**** Records for the exercise

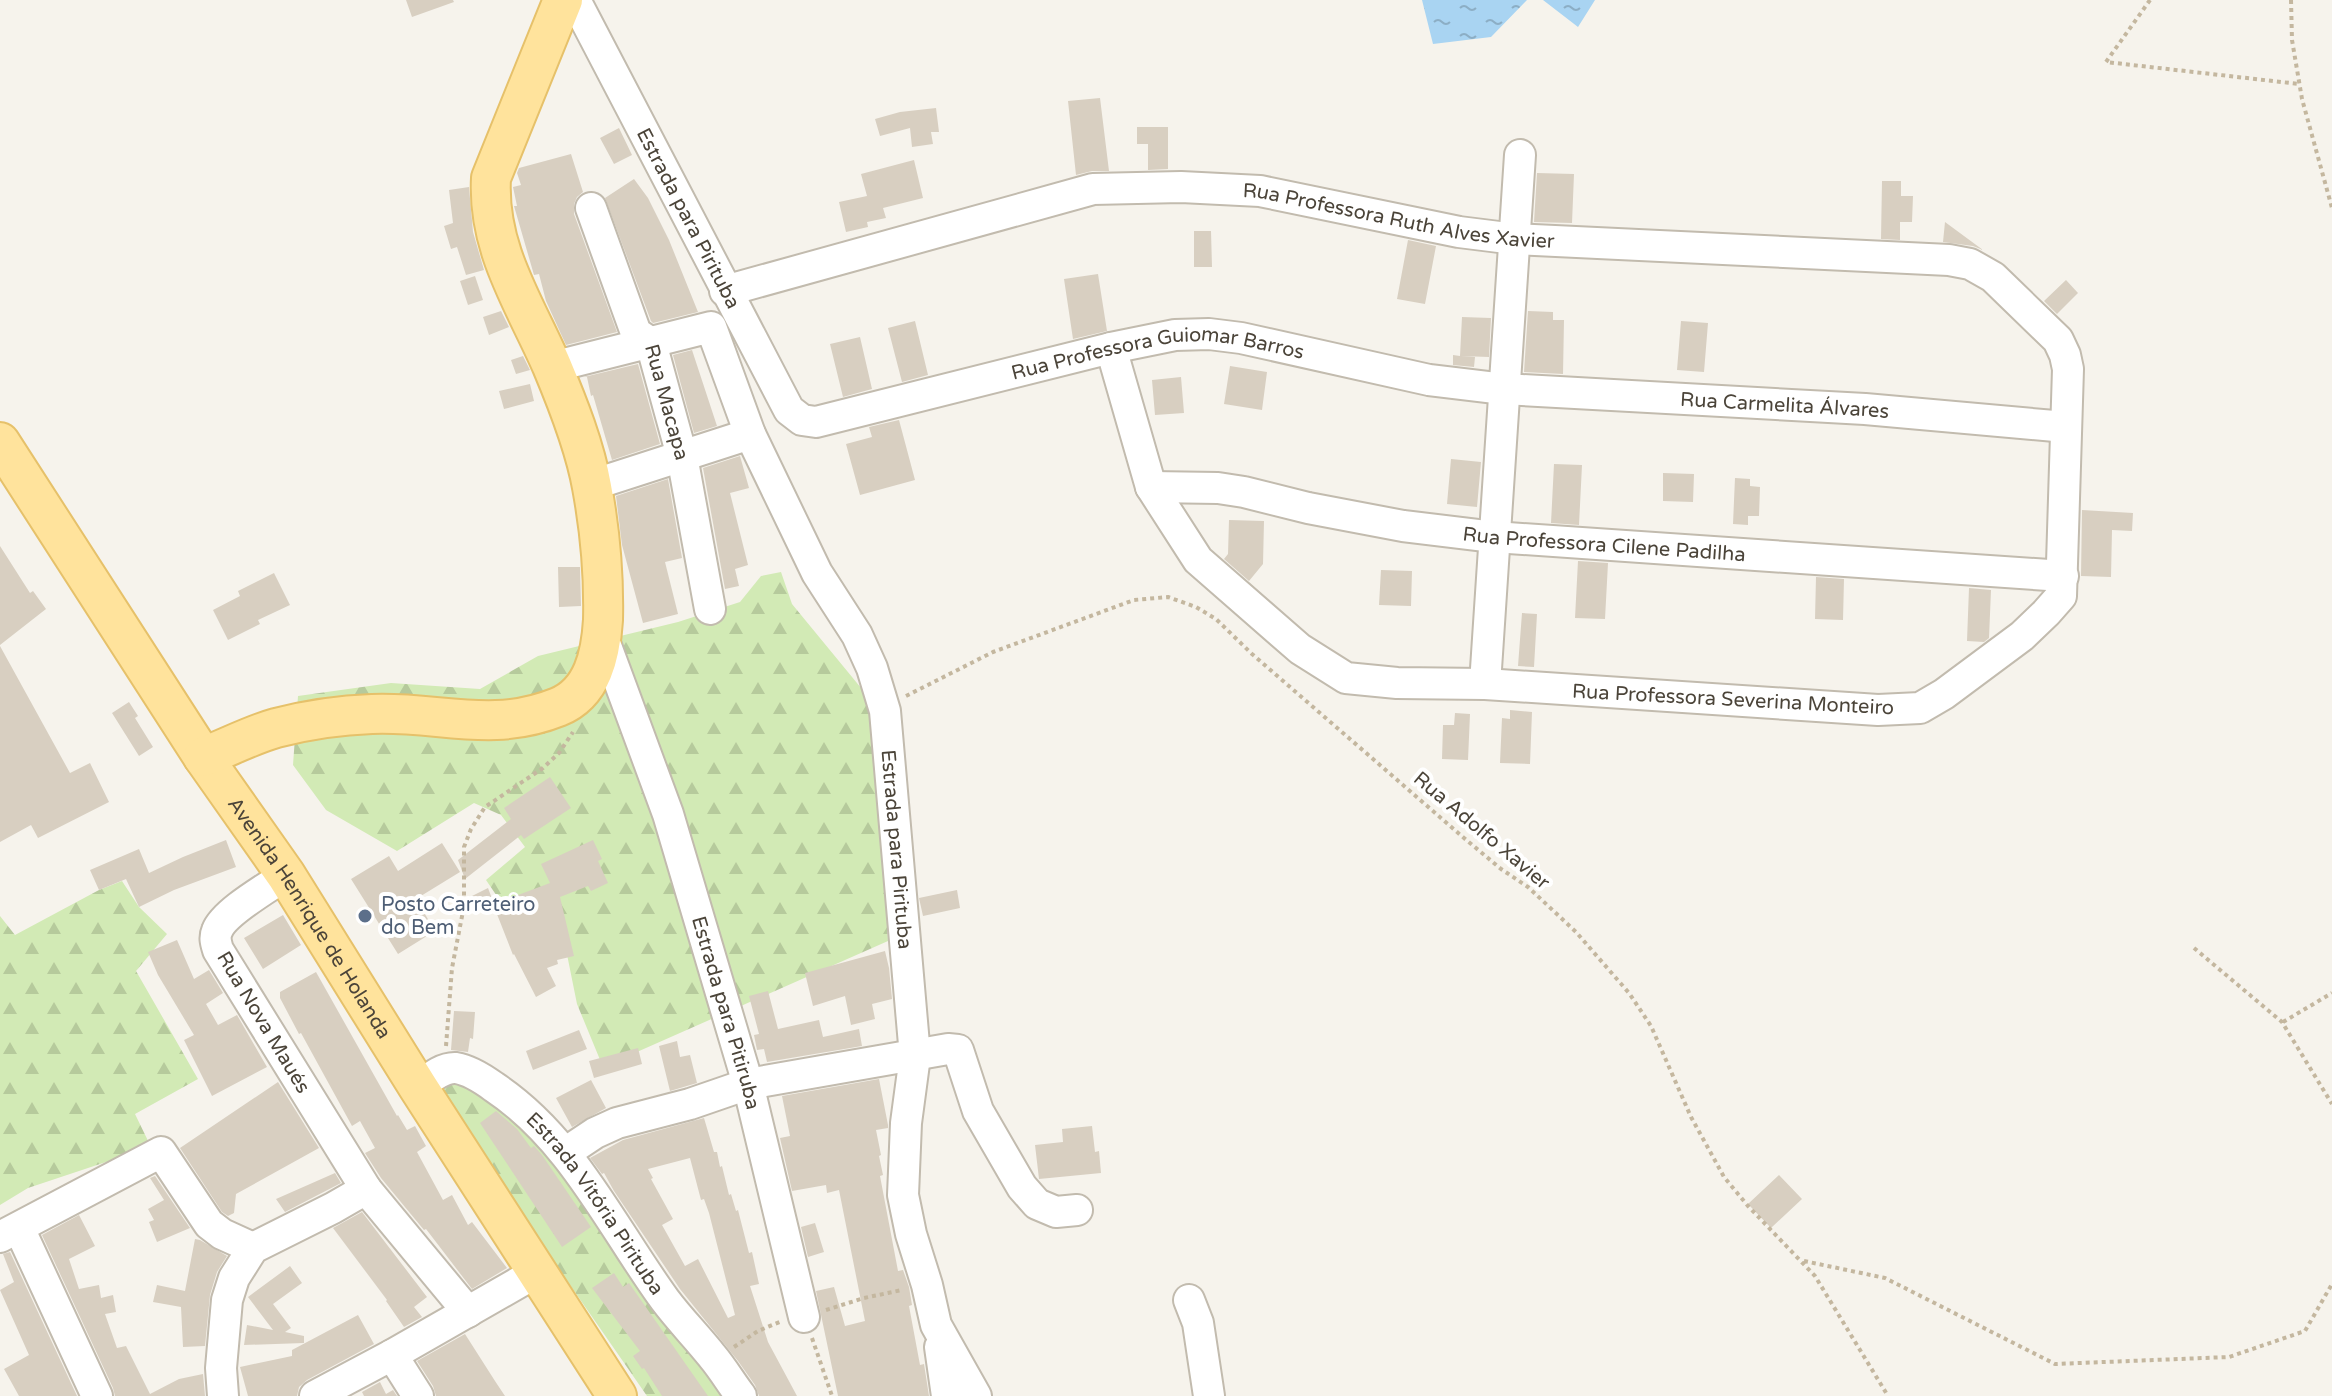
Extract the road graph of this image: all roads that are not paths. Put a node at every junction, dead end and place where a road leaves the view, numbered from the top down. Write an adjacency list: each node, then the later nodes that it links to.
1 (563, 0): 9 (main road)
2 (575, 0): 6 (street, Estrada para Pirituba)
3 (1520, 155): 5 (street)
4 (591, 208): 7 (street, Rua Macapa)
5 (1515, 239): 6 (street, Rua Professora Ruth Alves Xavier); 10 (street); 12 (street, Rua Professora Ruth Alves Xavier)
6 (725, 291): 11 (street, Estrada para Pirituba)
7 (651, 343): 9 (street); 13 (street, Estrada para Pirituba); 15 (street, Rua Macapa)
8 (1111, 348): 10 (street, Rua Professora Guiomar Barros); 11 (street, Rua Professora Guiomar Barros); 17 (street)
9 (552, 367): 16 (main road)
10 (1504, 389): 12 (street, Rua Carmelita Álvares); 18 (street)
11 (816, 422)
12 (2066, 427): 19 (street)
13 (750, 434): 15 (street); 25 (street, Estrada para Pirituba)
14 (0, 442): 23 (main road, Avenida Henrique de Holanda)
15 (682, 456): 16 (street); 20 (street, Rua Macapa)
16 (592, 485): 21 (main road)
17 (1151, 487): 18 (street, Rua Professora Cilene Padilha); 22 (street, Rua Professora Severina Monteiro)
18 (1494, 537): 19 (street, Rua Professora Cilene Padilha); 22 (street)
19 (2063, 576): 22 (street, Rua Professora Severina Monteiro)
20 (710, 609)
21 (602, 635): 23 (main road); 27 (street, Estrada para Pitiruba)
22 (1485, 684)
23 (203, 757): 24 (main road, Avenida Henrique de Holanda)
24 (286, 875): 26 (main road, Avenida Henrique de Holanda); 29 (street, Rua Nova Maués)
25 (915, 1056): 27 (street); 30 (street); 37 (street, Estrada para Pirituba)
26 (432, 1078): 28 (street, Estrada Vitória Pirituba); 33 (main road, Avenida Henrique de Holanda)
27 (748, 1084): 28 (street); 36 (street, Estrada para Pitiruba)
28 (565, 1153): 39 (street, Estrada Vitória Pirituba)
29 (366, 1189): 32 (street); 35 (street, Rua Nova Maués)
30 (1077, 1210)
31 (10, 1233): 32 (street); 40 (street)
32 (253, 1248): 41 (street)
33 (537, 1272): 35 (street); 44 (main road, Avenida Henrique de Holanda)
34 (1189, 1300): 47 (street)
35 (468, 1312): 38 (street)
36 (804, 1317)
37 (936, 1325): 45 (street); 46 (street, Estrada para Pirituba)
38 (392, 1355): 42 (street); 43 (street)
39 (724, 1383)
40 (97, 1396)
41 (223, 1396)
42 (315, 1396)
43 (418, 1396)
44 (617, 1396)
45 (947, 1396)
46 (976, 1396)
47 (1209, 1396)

********

Work to complete: Exact copy, pictures excluded: restate every record above word for word.

Exercise solution:
Extract the road graph of this image: all roads that are not paths. Put a node at every junction, dead end and place where a road leaves the view, numbered from the top down. Write an adjacency list: each node, then the later nodes that it links to.
1 (563, 0): 9 (main road)
2 (575, 0): 6 (street, Estrada para Pirituba)
3 (1520, 155): 5 (street)
4 (591, 208): 7 (street, Rua Macapa)
5 (1515, 239): 6 (street, Rua Professora Ruth Alves Xavier); 10 (street); 12 (street, Rua Professora Ruth Alves Xavier)
6 (725, 291): 11 (street, Estrada para Pirituba)
7 (651, 343): 9 (street); 13 (street, Estrada para Pirituba); 15 (street, Rua Macapa)
8 (1111, 348): 10 (street, Rua Professora Guiomar Barros); 11 (street, Rua Professora Guiomar Barros); 17 (street)
9 (552, 367): 16 (main road)
10 (1504, 389): 12 (street, Rua Carmelita Álvares); 18 (street)
11 (816, 422)
12 (2066, 427): 19 (street)
13 (750, 434): 15 (street); 25 (street, Estrada para Pirituba)
14 (0, 442): 23 (main road, Avenida Henrique de Holanda)
15 (682, 456): 16 (street); 20 (street, Rua Macapa)
16 (592, 485): 21 (main road)
17 (1151, 487): 18 (street, Rua Professora Cilene Padilha); 22 (street, Rua Professora Severina Monteiro)
18 (1494, 537): 19 (street, Rua Professora Cilene Padilha); 22 (street)
19 (2063, 576): 22 (street, Rua Professora Severina Monteiro)
20 (710, 609)
21 (602, 635): 23 (main road); 27 (street, Estrada para Pitiruba)
22 (1485, 684)
23 (203, 757): 24 (main road, Avenida Henrique de Holanda)
24 (286, 875): 26 (main road, Avenida Henrique de Holanda); 29 (street, Rua Nova Maués)
25 (915, 1056): 27 (street); 30 (street); 37 (street, Estrada para Pirituba)
26 (432, 1078): 28 (street, Estrada Vitória Pirituba); 33 (main road, Avenida Henrique de Holanda)
27 (748, 1084): 28 (street); 36 (street, Estrada para Pitiruba)
28 (565, 1153): 39 (street, Estrada Vitória Pirituba)
29 (366, 1189): 32 (street); 35 (street, Rua Nova Maués)
30 (1077, 1210)
31 (10, 1233): 32 (street); 40 (street)
32 (253, 1248): 41 (street)
33 (537, 1272): 35 (street); 44 (main road, Avenida Henrique de Holanda)
34 (1189, 1300): 47 (street)
35 (468, 1312): 38 (street)
36 (804, 1317)
37 (936, 1325): 45 (street); 46 (street, Estrada para Pirituba)
38 (392, 1355): 42 (street); 43 (street)
39 (724, 1383)
40 (97, 1396)
41 (223, 1396)
42 (315, 1396)
43 (418, 1396)
44 (617, 1396)
45 (947, 1396)
46 (976, 1396)
47 (1209, 1396)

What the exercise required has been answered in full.